Als sich im vergangenen Winter die Fussball-Schweiz mit der Frage beschäftigte, ob der FC Zürich tatsächlich den Meistertitel gewinnen könne, sagte Giorgio Contini ganz trocken: «Ihr werdet sehen, der FCZ zieht das durch!» Sehr vieles erinnerte ihn an seine Zeit beim FC St.Gallen, mit dem er als Aussenseiter 2000 den Titel gewann.
Was die Tabellenspitze angeht, hat sich Contini als Prophet erwiesen. Die Frage an ihn lautet jetzt aber: Wie sieht es mit GC aus? Droht dem Rekordmeister doch noch die Barrage oder gar der Abstieg?
Contini sitzt auf der Terrasse des GC-Campus in Niederhasli. Seine Laune ist prächtig, wobei die strahlende Sonne gewiss auch ihren Anteil daran hat. Contini muss jedenfalls nicht lange überlegen, um Zuversicht zu verströmen:
Nein – Angst vor der Barrage tönt anders. Auch wenn GC ein schwieriges Restprogramm aufweist, noch gegen Basel, St.Gallen und YB antreten muss. Und eines, so sagt das Contini, darf bei aller Aufregung nicht ganz vergessen gehen: GC ist der Aufsteiger, der nach zwei Jahren Challenge League erst im vergangenen Sommer ins Oberhaus zurückkehrte.
Einverstanden. Aber es gibt auch eine andere Sichtweise. GC lag nach einer durchaus ansprechenden Vorrunde auf Platz 6. Und vor allem sind die Worte von Präsident Sky Sun in Erinnerung geblieben, der nach dem Aufstieg sagte, GC wolle innerhalb von fünf Jahren einen Titel gewinnen. Contini gibt zu: «Manch einer hat sich schon gefragt, was hier plötzlich los ist.» Zwischen Ende Februar und Mitte April gab es eine Phase, in der GC während acht Spielen sieglos blieb.
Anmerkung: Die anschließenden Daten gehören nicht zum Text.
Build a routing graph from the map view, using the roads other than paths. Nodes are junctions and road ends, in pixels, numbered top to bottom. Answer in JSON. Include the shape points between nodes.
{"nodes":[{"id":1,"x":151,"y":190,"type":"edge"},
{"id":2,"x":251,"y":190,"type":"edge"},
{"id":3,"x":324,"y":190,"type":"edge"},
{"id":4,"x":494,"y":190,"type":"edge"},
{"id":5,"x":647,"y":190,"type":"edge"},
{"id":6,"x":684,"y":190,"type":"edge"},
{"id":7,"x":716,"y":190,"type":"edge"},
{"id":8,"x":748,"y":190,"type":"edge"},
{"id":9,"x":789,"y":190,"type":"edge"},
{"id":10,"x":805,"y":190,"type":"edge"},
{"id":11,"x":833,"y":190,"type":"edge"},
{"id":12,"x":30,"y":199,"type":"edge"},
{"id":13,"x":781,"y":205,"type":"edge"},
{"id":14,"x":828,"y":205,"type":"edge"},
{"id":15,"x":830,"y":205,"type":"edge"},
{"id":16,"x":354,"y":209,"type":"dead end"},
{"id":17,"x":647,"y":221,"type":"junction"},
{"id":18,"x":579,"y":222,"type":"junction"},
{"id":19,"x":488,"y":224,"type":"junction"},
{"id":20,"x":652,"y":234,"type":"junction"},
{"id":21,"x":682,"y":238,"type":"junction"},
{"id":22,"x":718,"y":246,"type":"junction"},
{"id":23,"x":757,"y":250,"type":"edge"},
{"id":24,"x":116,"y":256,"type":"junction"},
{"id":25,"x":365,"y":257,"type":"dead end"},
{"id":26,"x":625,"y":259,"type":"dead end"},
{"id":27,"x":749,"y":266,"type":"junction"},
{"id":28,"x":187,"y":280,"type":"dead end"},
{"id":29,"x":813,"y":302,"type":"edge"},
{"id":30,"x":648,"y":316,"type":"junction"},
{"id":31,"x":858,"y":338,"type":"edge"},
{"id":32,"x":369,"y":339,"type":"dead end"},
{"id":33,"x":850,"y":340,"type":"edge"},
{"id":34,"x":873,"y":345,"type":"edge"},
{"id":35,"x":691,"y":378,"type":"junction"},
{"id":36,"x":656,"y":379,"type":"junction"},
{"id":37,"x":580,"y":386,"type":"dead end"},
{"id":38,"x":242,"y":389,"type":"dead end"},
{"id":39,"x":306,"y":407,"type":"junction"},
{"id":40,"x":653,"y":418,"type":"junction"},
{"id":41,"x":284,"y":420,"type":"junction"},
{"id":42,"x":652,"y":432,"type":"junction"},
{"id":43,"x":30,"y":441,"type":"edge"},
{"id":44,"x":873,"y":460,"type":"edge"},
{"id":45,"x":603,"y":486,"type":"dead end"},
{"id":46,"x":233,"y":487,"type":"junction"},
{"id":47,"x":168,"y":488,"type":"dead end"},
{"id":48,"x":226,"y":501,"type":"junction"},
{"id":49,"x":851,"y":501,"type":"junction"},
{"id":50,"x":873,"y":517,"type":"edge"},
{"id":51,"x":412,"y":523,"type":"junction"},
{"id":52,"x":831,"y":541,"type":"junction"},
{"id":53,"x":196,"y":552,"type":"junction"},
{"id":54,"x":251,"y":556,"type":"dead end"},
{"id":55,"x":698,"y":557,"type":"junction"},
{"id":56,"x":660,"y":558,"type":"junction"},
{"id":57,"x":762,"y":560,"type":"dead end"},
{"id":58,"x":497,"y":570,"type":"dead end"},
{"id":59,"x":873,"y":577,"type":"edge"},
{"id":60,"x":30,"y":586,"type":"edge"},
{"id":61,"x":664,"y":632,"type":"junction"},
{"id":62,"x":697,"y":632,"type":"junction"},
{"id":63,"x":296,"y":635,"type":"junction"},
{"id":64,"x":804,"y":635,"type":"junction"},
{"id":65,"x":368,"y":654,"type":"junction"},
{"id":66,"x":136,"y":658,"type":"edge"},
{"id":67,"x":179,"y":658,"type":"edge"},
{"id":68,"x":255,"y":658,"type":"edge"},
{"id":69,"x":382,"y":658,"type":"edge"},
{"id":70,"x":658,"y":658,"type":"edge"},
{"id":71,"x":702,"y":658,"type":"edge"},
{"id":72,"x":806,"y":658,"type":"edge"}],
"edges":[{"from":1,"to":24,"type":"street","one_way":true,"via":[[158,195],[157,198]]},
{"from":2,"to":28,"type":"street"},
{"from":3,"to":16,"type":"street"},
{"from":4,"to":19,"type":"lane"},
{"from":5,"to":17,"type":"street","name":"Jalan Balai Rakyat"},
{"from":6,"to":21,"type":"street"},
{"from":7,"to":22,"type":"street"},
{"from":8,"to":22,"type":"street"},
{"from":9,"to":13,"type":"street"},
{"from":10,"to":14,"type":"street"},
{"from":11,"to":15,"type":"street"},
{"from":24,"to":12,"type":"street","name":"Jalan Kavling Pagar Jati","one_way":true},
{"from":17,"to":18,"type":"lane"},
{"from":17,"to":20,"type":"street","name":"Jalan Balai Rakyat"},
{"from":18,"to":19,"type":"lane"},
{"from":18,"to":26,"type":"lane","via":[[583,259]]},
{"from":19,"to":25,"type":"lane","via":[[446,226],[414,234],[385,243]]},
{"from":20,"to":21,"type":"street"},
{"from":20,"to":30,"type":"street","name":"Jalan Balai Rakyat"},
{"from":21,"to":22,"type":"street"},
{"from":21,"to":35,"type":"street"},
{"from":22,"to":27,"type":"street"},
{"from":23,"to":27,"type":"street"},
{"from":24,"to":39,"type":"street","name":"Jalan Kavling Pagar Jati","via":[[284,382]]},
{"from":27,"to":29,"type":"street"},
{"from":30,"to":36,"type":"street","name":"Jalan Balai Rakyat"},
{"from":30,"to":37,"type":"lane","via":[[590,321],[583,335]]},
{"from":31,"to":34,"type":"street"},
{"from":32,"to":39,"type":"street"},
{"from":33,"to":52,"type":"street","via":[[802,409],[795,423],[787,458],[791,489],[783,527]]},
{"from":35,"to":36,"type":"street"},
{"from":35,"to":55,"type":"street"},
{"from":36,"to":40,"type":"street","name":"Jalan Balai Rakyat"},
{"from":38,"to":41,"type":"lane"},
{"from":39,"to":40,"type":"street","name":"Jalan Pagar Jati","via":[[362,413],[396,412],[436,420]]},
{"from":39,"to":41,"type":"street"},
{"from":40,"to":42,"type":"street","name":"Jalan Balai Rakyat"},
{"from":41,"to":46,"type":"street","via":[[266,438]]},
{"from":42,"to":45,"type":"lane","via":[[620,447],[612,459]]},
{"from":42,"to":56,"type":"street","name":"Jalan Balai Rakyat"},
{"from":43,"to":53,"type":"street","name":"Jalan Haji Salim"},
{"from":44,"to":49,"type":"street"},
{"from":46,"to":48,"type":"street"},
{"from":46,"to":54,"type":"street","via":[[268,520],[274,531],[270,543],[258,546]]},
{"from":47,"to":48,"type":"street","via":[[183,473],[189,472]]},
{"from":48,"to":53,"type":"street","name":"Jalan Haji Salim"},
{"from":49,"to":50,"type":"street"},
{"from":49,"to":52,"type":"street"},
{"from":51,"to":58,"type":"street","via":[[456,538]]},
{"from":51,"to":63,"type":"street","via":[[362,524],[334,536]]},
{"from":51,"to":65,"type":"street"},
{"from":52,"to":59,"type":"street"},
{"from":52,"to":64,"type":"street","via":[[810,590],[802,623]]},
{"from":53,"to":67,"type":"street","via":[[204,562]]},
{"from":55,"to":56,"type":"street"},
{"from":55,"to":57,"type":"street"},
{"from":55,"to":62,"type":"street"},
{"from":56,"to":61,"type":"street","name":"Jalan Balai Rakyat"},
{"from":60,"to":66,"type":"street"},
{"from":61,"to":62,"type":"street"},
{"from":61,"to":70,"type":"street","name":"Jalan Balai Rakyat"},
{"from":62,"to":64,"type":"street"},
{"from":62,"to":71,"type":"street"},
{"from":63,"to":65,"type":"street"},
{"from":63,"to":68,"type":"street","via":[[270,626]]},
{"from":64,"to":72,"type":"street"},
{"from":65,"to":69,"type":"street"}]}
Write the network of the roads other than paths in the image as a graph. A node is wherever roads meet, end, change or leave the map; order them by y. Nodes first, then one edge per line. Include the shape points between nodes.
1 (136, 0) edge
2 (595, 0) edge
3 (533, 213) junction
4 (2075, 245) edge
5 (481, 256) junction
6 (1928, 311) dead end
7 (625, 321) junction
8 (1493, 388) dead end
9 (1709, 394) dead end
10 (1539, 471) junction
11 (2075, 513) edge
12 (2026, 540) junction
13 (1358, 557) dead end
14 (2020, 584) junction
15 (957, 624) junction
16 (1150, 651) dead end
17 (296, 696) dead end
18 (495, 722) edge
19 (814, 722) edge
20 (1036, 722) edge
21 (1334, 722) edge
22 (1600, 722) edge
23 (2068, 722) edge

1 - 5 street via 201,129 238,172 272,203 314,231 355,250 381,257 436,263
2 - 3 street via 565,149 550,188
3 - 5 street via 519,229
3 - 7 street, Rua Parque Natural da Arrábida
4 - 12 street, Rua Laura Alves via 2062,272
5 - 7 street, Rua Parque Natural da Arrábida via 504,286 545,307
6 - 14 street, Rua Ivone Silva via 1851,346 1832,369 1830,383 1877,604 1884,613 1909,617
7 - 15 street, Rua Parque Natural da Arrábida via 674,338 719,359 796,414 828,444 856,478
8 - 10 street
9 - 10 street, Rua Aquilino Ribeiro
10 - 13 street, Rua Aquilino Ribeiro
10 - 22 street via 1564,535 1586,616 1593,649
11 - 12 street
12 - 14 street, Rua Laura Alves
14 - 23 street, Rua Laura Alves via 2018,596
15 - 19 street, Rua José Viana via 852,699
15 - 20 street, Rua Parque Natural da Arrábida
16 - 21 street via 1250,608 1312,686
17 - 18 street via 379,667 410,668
Erklärungen dafür gibt es durchaus. Es ist seit der Übernahme der Chinesen das Los von GC, dass die Interessen des Partnerteams Wolverhampton höher gewichtet werden, und Spieler abgegeben werden. So geschehen im Winter bei Verteidiger Toti Gomes und Spielmacher Hayao Kawabe. «Und dann braucht es eben Zeit, um wieder etwas aufzubauen.» Contini klagt nicht, er stellt es einfach fest.
Contini ist, obwohl erst seit Sommer im Verein, innert kürzester Zeit zum Gesicht von GC geworden. Man könnte auch sagen: Er ist ein Glücksfall für den Verein. Weil er es versteht, den Klub im Alltag zu repräsentieren - einen Klub, der sich mit jedem Monat ein kleines Stückchen mehr von der Stadt Zürich entfremdet.
Contini ist gerne bereit, über das Thema «Identifikation» zu reden. Dass viele Spieler bei GC auf der Durchreise sind, sei Fakt, «aber ich frage zurück: Ist es bei anderen Klubs in der Schweiz wirklich so sehr anders? Es gibt in der Schweiz kaum mehr einen Spieler, der jahrelang im selben Verein bleibt.» Contini sieht darum auch keine Gefahr, dass sich die GC-Spieler im Abstiegskampf weniger für ihren Verein aufopfern würden als die Konkurrenz.
Und er fügt an: «Wenn wir über Identifikation reden, dann ist das für mich stark mit dem Begriff verbunden – und eine echte Heimat hat GC seit dem Abbruch des Stadions Hardturm nicht mehr.»
Ob sich die GC-Führung um Präsident Sky Sun und den via Wolverhampton eingesetzten Sportchef Seyi Olofinjana bewusst ist, was sie an Contini hat, ist eine berechtigte Frage. Eine Frage aber, um die sich Contini derzeit nicht kümmert. Alles, was zählt, ist, die Barrage zu vermeiden.
Ein Sieg in Basel würde GC diesem Ziel ein grosses Stück näher bringen. Die Niederlage gegen Sion vom vergangenen Wochenende bezeichnet Contini als Dämpfer, «aber wir müssen nun auch nicht alles zu Tode analysieren.» Sagt es. Und macht sich wieder an die Arbeit.